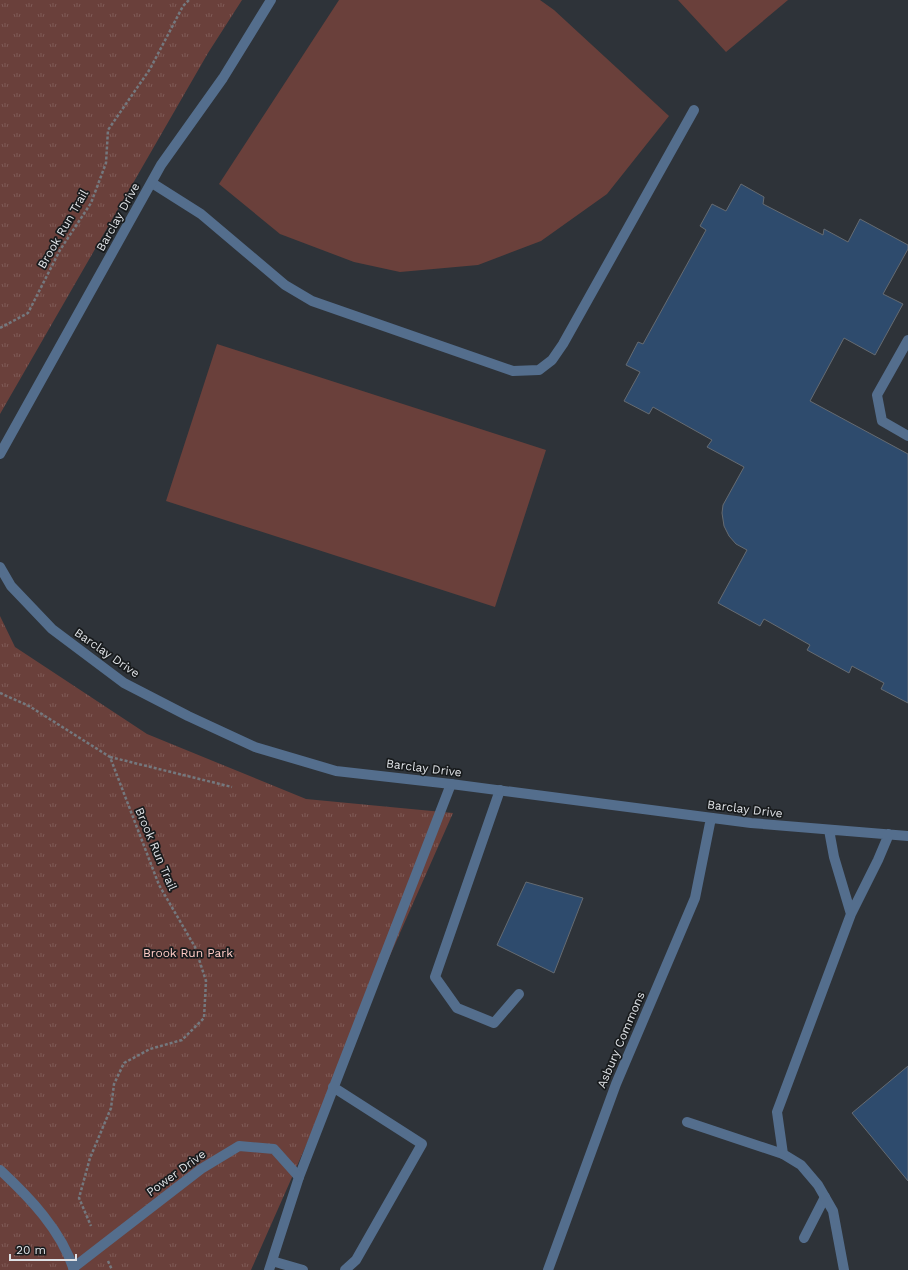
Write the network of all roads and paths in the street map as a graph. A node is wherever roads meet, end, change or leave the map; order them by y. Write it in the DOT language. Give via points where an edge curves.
graph roads {
  1 [pos="189,0"];
  2 [pos="271,0"];
  3 [pos="694,110"];
  4 [pos="152,183"];
  5 [pos="0,328"];
  6 [pos="908,340"];
  7 [pos="908,436"];
  8 [pos="0,454"];
  9 [pos="0,567"];
  10 [pos="0,693"];
  11 [pos="110,757"];
  12 [pos="451,784"];
  13 [pos="232,787"];
  14 [pos="500,790"];
  15 [pos="711,818"];
  16 [pos="829,830"];
  17 [pos="889,834"];
  18 [pos="908,836"];
  19 [pos="851,914"];
  20 [pos="519,994"];
  21 [pos="333,1087"];
  22 [pos="687,1122"];
  23 [pos="783,1154"];
  24 [pos="0,1170"];
  25 [pos="299,1176"];
  26 [pos="825,1197"];
  27 [pos="91,1226"];
  28 [pos="804,1238"];
  29 [pos="271,1265"];
  30 [pos="73,1269"];
  31 [pos="303,1270"];
  32 [pos="346,1270"];
  33 [pos="548,1270"];
  34 [pos="844,1270"];
  1 -- 5 [label="path, Brook Run Trail" via="183,6 150,69 108,130 106,163 92,203 60,250 28,313"];
  2 -- 4 [label="street, Barclay Drive" via="223,78 161,165"];
  3 -- 4 [label="street" via="563,344 552,360 540,370 513,371 312,301 285,285 201,214"];
  4 -- 8 [label="street, Barclay Drive"];
  6 -- 7 [label="street" via="877,394 882,421"];
  9 -- 12 [label="street, Barclay Drive" via="11,586 52,629 124,683 188,716 255,747 336,770"];
  10 -- 11 [label="path" via="29,706"];
  11 -- 13 [label="path"];
  11 -- 27 [label="path, Brook Run Trail" via="159,885 195,947 206,981 204,1018 182,1040 150,1049 124,1063 114,1084 112,1108 90,1158 79,1198"];
  12 -- 14 [label="street, Barclay Drive"];
  12 -- 21 [label="street"];
  14 -- 15 [label="street, Barclay Drive"];
  14 -- 20 [label="street" via="435,977 457,1008 494,1023"];
  15 -- 16 [label="street, Barclay Drive"];
  15 -- 33 [label="street, Asbury Commons" via="695,898 616,1084"];
  16 -- 17 [label="street, Barclay Drive"];
  16 -- 19 [label="street" via="834,857"];
  17 -- 18 [label="street, Barclay Drive"];
  17 -- 19 [label="street"];
  19 -- 23 [label="street" via="777,1112"];
  21 -- 25 [label="street"];
  21 -- 32 [label="street" via="422,1144 356,1260"];
  22 -- 23 [label="street"];
  23 -- 26 [label="street" via="801,1166"];
  24 -- 30 [label="street" via="26,1194 51,1225"];
  25 -- 29 [label="street"];
  25 -- 30 [label="street, Power Drive" via="274,1149 239,1146 201,1169"];
  26 -- 28 [label="street"];
  26 -- 34 [label="street" via="833,1211"];
  29 -- 31 [label="street"];
}
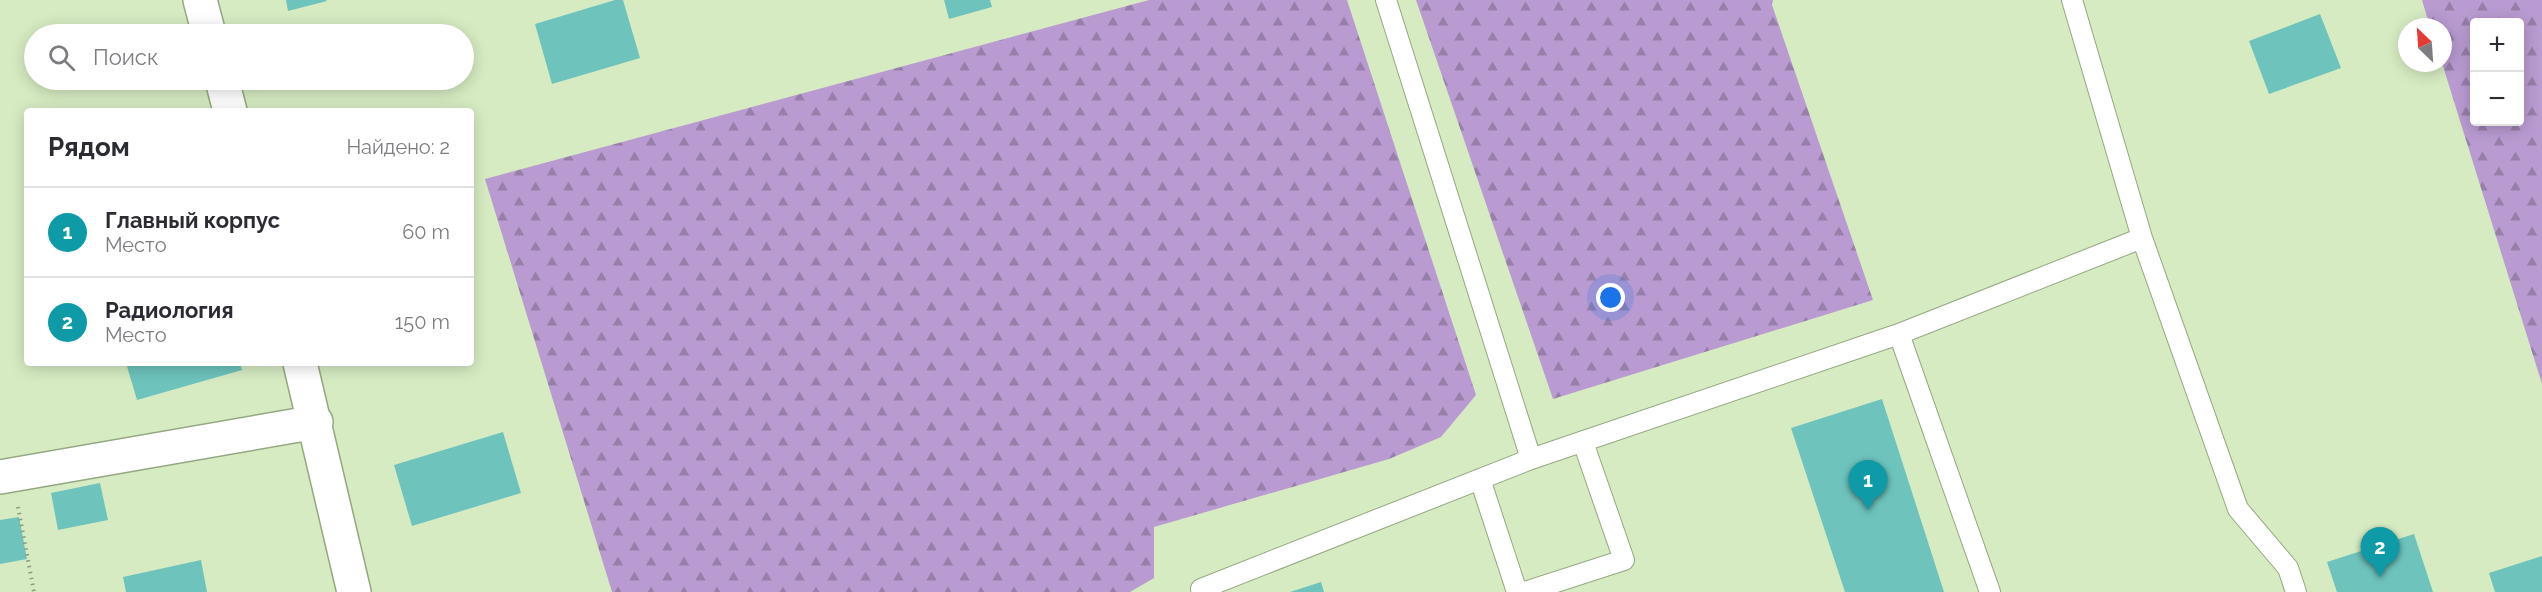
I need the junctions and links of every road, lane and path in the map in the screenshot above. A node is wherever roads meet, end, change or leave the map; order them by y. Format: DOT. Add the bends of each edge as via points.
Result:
graph roads {
  1 [pos="200,0"];
  2 [pos="1386,0"];
  3 [pos="2072,0"];
  4 [pos="206,24"];
  5 [pos="225,90"];
  6 [pos="229,108"];
  7 [pos="2142,238"];
  8 [pos="1899,334"];
  9 [pos="301,366"];
  10 [pos="316,422"];
  11 [pos="1583,442"];
  12 [pos="1531,459"];
  13 [pos="6,476"];
  14 [pos="1480,479"];
  15 [pos="34,592"];
  16 [pos="354,592"];
  17 [pos="1202,592"];
  18 [pos="1517,592"];
  19 [pos="1526,592"];
  20 [pos="1990,592"];
  21 [pos="2296,592"];
  1 -- 4 [label="street"];
  2 -- 12 [label="lane"];
  3 -- 7 [label="lane"];
  5 -- 6 [label="street"];
  7 -- 8 [label="lane"];
  7 -- 21 [label="lane" via="2238,509 2288,568"];
  8 -- 11 [label="lane"];
  8 -- 20 [label="lane"];
  9 -- 10 [label="street"];
  10 -- 13 [label="street"];
  10 -- 16 [label="street"];
  11 -- 12 [label="lane"];
  11 -- 19 [label="lane" via="1624,560"];
  12 -- 14 [label="lane"];
  13 -- 15 [label="path"];
  14 -- 17 [label="lane" via="1201,589"];
  14 -- 18 [label="lane"];
}
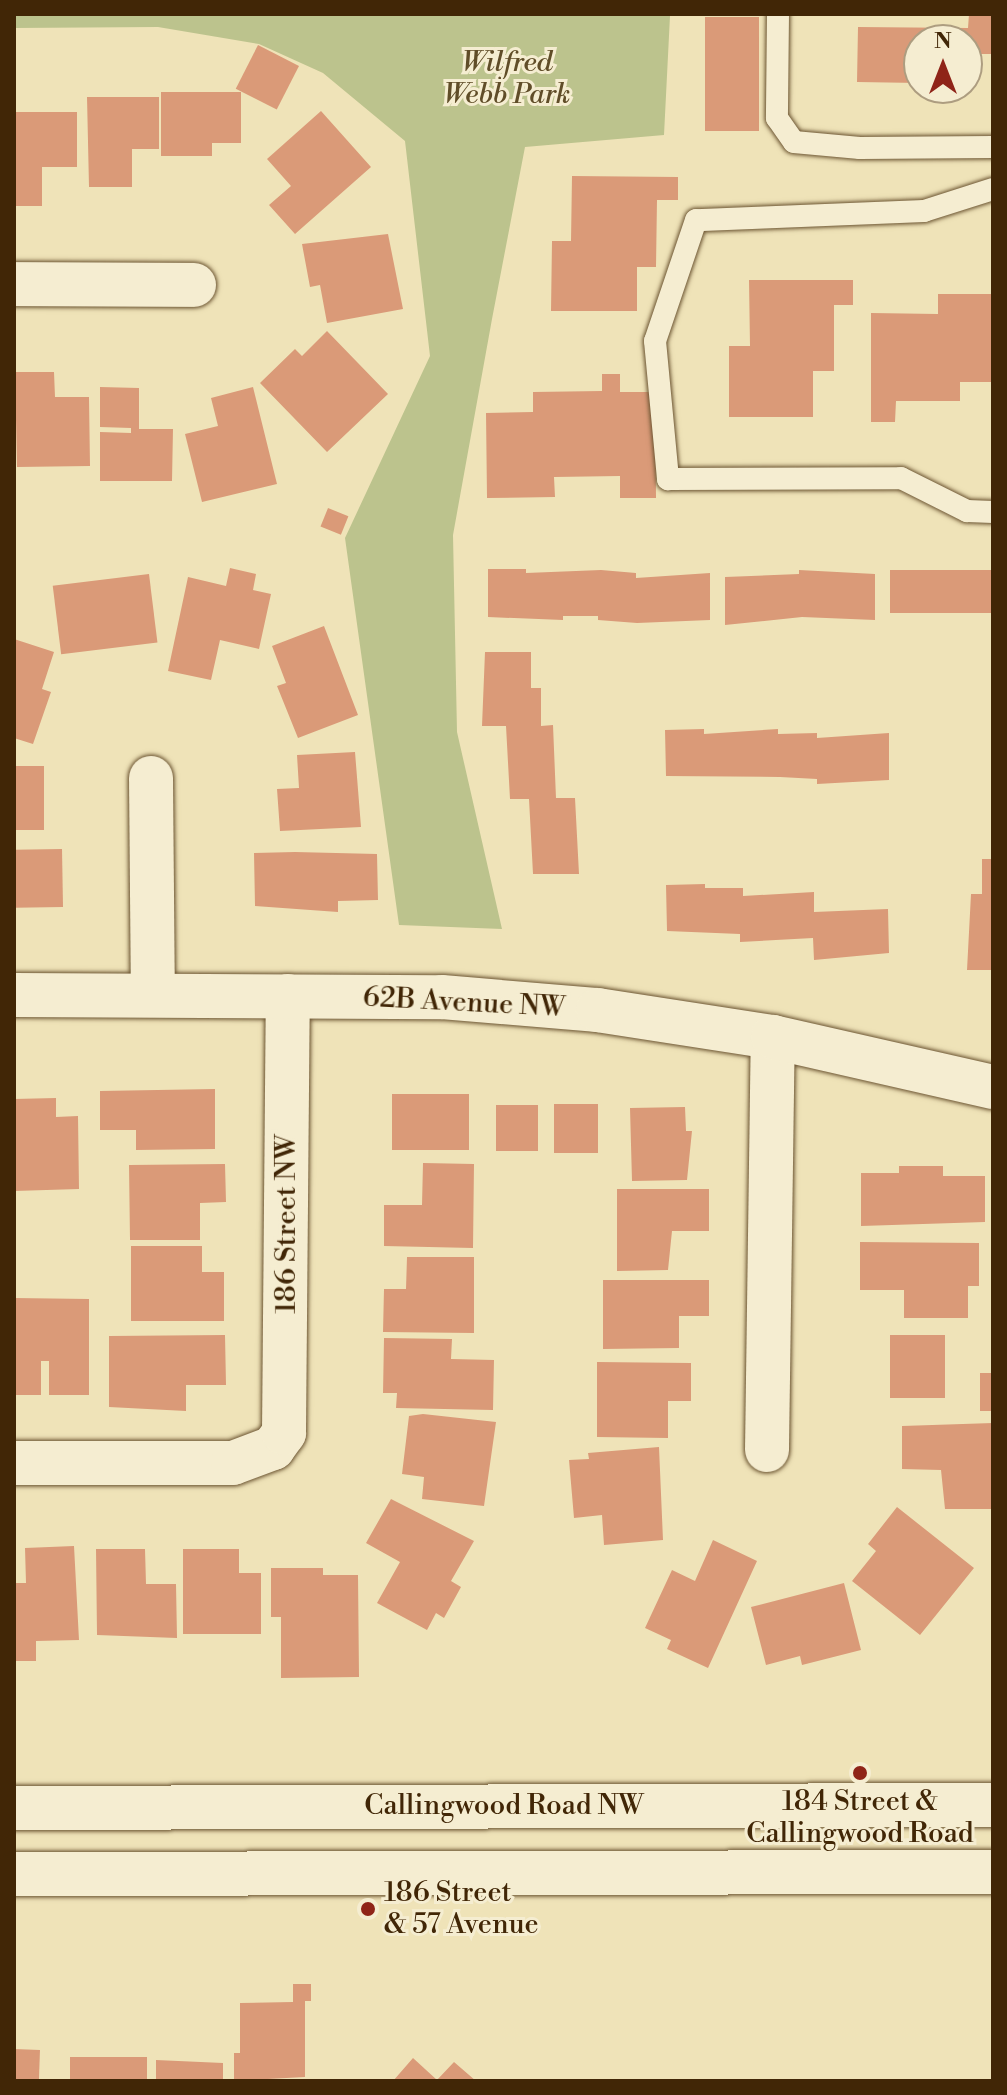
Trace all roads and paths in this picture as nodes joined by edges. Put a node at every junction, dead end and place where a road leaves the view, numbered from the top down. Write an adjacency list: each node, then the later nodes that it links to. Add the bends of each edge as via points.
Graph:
1 (778, 14): 2 (lane, via 777,118 794,142 860,148)
2 (993, 147)
3 (993, 189): 6 (lane, via 924,211 696,220 655,341 668,479 901,478 967,511)
4 (14, 284): 5 (street)
5 (194, 285)
6 (993, 512)
7 (151, 778): 9 (street)
8 (14, 995): 9 (street, 62B Avenue NW)
9 (153, 995): 10 (street, 62B Avenue NW)
10 (288, 996): 11 (street, 62B Avenue NW, via 457,998 598,1010); 14 (street, 186 Street NW, via 284,1433 273,1448 233,1463)
11 (773, 1037): 12 (street, 62B Avenue NW); 13 (street)
12 (993, 1087)
13 (767, 1450)
14 (14, 1463)
15 (993, 1805): 16 (street, Callingwood Road NW)
16 (14, 1808)
17 (993, 1872): 18 (street)
18 (14, 1874)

• _Task description_
Only the lines holding "links" are wanted, so copy each of them from the material.

• _Exercise answer_
I need the junctions and links of every road, lane and path in the map in the screenshot above. A node is wherever roads meet, end, change or leave the map; order them by y. Format: DOT. Add the bends of each edge as via points.
Trace all roads and paths in this picture as nodes joined by edges. Put a node at every junction, dead end and place where a road leaves the view, numbered from the top down. Write an adjacency list: each node, then the later nodes that it links to. Add the bends of each edge as via points.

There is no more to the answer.